Ensaio – Entre o Espelho e o Eco: Proceduralidade do Mal-Estar Contemporâneo
Por que ainda precisamos de Freud para entender o ano de 2025?
Freud nos mostrou que o desconforto não é algo que surgiu do nada, mas sim o preço que pagamos por viver juntos em sociedade. Ninguém está isolado das influências sociais: a cultura nos oferece a linguagem, os desejos e a sensação de fazer parte de algo, mas também nos exige sacrifícios como a repressão, a culpa e os problemas psicológicos. O que mudou desde que Freud escreveu sobre o mal-estar na civilização não é a existência desse preço, mas a maneira como ele se manifesta.
Antes, a regra era “você não pode”, mas agora a ordem é “você deve ser capaz de tudo”. Produtividade, visibilidade, desejo constante, não há descanso possível sem se sentir um fracassado. As pessoas de hoje não sofrem tanto por quererem o que é proibido, mas sim porque estão esgotadas pela obrigação de sempre querer e se mostrar bem-sucedidas. Joel Birman já havia notado: vivemos menos em uma época de repressão e mais em uma época de excesso de positividade.
É nesse contexto que a história de Eco e Narciso se torna uma forma antiga de entender o presente. Narciso, apaixonado pela própria imagem, representa a obsessão pela aparência: viver para manter uma imagem perfeita, sempre correndo o risco de desmoronar. Eco, condenada a repetir as últimas palavras dos outros, representa a falta de originalidade: sobreviver sem ter sua própria voz, apenas repetindo o que os outros dizem. Ambos os destinos levam à perda da individualidade: um perde a capacidade de se conectar com os outros, o outro perde a sua própria identidade.
No século XXI, esses dois problemas se tornaram ainda maiores. A cultura da imagem exige que as pessoas se mostrem sempre perfeitas, valorizando aparências impecáveis. A cultura da repetição recompensa quem concorda com tudo: quem segue a maioria é aceito, quem tenta ser diferente corre o risco de ser deixado de lado. A sociedade, portanto, recompensa tanto a exibição quanto a conformidade. O resultado disso é sentido no corpo: ansiedade, insônia, cansaço, esgotamento. Repetir o que os outros dizem é fácil, exibir-se é desgastante; em ambos os casos, o preço a se pagar é o desgaste físico e a perda da capacidade de se expressar.
Por que ainda precisamos de Freud em 2025? Porque ele nos deu a base para entender que o desconforto não desaparece, apenas se transforma.
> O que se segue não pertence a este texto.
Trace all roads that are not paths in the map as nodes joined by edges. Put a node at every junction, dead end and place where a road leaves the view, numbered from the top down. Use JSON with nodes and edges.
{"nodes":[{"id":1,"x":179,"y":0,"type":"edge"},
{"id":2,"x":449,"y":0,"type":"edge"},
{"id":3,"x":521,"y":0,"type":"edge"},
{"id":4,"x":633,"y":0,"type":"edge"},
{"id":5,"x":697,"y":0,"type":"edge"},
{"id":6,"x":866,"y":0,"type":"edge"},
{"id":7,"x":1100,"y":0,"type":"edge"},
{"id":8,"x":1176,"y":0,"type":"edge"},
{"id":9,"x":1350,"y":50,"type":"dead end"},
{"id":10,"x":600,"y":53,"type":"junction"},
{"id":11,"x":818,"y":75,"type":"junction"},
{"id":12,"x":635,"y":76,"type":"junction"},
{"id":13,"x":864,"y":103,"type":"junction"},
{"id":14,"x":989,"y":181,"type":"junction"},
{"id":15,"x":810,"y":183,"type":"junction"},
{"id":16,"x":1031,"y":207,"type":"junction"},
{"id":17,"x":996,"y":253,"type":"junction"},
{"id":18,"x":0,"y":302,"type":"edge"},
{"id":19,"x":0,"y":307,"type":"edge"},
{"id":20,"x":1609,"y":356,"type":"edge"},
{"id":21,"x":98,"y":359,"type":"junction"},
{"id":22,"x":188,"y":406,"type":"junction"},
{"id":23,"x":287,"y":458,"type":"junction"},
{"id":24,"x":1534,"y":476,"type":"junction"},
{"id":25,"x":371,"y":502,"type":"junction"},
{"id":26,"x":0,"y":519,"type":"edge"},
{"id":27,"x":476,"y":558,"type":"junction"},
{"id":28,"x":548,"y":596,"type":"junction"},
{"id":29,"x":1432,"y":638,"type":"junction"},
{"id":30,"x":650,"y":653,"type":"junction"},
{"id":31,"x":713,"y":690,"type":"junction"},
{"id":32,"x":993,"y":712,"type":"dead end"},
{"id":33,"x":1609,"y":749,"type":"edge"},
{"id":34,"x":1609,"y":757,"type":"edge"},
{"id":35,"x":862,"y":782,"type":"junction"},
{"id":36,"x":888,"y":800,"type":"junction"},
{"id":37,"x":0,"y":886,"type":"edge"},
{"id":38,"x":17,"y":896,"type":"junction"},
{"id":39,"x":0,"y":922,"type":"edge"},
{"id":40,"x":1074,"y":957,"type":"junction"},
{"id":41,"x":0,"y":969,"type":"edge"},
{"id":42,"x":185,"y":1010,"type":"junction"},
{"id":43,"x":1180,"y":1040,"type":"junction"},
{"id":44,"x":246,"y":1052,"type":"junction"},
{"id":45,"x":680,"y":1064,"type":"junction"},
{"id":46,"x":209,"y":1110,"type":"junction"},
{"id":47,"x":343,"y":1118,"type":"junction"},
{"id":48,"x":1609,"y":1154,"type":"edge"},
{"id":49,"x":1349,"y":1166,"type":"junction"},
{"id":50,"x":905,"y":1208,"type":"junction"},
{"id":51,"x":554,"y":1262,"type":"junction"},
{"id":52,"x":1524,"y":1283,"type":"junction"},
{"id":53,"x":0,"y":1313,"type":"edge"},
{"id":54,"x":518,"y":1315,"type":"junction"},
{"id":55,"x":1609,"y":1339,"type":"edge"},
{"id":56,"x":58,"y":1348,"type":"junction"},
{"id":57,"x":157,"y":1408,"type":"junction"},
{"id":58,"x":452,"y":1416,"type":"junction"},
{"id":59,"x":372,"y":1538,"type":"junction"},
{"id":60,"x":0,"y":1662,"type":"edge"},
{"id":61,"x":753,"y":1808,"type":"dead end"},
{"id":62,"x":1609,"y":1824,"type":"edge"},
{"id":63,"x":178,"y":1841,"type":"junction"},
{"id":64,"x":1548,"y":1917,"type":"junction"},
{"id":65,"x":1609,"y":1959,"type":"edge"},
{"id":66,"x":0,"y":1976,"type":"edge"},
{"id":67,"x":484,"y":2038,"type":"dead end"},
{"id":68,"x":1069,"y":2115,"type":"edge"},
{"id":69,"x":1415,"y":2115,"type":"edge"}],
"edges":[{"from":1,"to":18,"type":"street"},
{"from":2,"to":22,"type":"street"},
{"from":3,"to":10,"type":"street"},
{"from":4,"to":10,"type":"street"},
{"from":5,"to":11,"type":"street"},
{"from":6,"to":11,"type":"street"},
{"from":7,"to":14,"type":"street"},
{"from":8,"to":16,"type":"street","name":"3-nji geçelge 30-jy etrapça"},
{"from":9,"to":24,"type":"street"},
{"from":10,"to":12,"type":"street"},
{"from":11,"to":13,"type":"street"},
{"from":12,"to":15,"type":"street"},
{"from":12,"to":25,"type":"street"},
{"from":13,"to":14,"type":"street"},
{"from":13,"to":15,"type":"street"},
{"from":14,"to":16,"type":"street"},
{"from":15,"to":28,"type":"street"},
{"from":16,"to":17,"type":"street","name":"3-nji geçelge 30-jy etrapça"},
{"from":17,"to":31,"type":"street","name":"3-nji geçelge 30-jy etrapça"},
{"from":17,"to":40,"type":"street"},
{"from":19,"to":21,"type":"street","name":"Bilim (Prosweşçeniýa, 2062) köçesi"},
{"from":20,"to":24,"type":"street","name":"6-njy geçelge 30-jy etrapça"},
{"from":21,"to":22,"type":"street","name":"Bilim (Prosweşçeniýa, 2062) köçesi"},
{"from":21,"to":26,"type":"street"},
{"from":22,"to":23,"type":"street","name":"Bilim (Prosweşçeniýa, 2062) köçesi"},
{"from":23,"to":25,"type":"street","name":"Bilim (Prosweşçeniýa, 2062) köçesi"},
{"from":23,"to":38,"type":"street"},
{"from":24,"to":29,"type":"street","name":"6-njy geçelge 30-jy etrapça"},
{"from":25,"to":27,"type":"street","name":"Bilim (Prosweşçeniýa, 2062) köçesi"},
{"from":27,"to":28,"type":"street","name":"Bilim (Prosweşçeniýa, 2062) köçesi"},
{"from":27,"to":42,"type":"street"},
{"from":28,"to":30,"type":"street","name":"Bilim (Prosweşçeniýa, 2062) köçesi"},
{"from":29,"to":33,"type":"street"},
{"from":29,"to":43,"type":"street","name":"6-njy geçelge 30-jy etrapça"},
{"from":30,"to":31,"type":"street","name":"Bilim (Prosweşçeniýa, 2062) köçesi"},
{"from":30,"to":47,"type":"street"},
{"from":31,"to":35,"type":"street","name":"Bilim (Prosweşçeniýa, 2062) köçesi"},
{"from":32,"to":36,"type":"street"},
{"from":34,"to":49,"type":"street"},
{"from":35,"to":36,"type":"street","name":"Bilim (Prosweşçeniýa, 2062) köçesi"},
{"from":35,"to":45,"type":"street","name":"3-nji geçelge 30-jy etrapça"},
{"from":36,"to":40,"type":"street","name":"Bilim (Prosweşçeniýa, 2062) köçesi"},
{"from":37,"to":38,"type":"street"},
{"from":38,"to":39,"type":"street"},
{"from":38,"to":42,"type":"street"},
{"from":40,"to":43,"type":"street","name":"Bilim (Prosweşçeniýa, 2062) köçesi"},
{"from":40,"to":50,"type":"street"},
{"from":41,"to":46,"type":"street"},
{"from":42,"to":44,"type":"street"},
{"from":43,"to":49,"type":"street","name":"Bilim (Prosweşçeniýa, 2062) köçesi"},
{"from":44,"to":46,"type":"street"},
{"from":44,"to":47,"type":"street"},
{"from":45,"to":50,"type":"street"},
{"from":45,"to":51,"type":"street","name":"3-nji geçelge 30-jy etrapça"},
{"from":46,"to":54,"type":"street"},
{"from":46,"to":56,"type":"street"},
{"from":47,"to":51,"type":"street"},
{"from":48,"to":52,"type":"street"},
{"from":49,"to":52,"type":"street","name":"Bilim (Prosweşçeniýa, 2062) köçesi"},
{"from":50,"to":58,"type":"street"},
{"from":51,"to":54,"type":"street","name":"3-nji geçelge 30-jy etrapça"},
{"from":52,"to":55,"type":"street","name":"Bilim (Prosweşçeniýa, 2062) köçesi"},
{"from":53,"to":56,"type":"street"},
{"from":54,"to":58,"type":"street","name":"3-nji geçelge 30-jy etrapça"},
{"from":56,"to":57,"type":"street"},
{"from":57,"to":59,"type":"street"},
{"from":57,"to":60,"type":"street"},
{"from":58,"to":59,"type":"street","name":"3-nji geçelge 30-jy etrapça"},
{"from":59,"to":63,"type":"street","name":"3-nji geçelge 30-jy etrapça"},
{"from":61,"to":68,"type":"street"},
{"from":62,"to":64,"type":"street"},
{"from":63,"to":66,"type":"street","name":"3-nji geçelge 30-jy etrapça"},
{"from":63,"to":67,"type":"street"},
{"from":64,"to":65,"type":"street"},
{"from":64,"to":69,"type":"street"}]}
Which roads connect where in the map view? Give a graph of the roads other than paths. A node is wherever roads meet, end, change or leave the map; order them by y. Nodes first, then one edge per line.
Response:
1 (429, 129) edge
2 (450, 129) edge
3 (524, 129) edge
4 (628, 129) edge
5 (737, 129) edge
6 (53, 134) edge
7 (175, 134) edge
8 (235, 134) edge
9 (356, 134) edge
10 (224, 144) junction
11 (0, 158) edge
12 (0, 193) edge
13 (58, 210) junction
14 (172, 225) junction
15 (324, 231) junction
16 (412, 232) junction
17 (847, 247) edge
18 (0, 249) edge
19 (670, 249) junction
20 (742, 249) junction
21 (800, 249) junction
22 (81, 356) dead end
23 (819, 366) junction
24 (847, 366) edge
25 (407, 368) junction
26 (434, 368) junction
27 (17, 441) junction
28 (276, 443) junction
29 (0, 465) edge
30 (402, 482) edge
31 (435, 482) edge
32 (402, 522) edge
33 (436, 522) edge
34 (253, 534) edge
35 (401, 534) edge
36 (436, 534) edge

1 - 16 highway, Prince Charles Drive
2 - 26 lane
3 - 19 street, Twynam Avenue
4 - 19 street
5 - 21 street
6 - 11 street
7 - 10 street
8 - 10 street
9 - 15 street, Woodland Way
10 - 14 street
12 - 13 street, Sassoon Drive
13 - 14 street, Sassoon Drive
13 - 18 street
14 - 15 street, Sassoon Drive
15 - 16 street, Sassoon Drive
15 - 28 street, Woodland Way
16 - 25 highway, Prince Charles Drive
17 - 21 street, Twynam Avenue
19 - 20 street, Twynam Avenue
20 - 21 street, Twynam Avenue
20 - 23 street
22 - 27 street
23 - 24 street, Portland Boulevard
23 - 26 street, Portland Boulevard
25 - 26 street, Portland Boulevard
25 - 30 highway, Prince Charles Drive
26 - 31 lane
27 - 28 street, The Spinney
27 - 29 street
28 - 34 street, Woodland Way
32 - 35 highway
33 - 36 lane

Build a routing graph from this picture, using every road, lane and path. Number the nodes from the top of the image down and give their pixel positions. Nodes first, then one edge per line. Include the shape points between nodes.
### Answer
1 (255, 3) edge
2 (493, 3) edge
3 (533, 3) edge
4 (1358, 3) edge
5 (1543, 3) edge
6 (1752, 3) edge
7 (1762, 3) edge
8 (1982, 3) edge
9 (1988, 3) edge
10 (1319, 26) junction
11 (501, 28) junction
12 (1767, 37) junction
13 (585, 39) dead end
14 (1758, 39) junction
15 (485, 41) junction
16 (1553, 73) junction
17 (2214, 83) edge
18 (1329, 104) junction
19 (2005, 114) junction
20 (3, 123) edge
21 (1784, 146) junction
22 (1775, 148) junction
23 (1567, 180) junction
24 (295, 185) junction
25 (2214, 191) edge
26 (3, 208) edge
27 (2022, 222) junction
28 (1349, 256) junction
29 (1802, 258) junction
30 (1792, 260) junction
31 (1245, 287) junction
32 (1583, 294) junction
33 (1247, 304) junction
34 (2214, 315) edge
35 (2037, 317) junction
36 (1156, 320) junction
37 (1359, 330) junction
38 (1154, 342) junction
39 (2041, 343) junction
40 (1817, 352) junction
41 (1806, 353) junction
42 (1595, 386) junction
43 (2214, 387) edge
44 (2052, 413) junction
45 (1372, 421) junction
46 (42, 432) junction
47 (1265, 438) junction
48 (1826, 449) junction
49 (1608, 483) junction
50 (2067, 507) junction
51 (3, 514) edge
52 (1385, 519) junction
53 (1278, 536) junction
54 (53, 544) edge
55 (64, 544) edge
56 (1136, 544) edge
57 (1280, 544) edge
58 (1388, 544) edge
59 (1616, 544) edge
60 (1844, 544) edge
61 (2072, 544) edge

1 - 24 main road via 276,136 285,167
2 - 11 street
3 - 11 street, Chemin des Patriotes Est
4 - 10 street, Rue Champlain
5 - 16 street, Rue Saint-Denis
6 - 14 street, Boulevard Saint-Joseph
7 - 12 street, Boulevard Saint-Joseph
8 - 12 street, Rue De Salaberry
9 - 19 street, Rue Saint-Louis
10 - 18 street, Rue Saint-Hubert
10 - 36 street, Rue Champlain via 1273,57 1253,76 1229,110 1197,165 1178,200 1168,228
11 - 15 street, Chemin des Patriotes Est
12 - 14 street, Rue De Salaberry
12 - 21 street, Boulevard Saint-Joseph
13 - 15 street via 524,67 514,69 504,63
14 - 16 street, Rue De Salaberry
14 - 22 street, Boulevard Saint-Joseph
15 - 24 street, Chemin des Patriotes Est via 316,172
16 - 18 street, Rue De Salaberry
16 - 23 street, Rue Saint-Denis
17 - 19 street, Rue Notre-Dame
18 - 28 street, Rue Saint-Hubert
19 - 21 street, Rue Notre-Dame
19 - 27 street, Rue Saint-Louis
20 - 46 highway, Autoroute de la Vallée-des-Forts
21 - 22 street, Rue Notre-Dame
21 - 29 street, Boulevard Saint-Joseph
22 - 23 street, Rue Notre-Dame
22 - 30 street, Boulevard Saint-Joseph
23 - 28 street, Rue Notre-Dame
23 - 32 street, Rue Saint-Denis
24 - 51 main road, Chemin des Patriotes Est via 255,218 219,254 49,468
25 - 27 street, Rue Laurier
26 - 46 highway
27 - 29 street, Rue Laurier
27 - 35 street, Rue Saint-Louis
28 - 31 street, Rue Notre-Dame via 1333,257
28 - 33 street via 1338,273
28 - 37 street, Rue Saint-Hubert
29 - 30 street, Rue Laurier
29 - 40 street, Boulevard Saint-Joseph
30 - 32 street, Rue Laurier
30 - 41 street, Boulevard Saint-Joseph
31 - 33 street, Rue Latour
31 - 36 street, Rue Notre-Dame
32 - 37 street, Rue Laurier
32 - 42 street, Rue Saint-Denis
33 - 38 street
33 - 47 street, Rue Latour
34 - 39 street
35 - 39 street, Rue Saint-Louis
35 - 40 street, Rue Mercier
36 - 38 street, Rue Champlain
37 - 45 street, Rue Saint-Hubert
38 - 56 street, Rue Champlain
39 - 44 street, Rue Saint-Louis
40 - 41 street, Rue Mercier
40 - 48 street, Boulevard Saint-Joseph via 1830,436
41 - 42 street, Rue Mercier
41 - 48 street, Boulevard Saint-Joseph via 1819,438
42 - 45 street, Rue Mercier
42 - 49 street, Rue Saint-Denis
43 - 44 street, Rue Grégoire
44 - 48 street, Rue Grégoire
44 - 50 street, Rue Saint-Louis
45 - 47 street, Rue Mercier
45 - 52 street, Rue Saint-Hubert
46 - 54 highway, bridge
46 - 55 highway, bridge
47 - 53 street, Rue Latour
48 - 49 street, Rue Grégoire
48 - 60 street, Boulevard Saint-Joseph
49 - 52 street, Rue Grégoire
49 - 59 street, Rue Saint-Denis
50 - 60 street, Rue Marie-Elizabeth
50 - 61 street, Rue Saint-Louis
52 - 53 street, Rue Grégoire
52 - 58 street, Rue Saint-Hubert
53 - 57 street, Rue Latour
A psicanálise, quando combinada com a filosofia e a sociologia, continua sendo a ferramenta que nos permite identificar quando a obsessão pela imagem nos destrói e quando a falta de originalidade nos silencia. Identificar o problema é o primeiro passo para resistir. O objetivo não é acabar com a importância da imagem ou silenciar a repetição, mas sim encontrar um espaço para a liberdade: um espaço onde a voz possa hesitar, inventar e surpreender até mesmo quem está falando.
Uma sociedade saudável não é aquela que não tem reflexos ou repetições, mas sim aquela em que ambos não se tornam uma prisão. Entre a imagem e a repetição, sempre existe a possibilidade de um espaço de liberdade. É nesse espaço que a psicanálise ainda tem algo a oferecer – e também qualquer teoria que tente entender as pessoas nos dias de hoje.
E você, sente mais o peso do espelho ou do eco no seu cotidiano?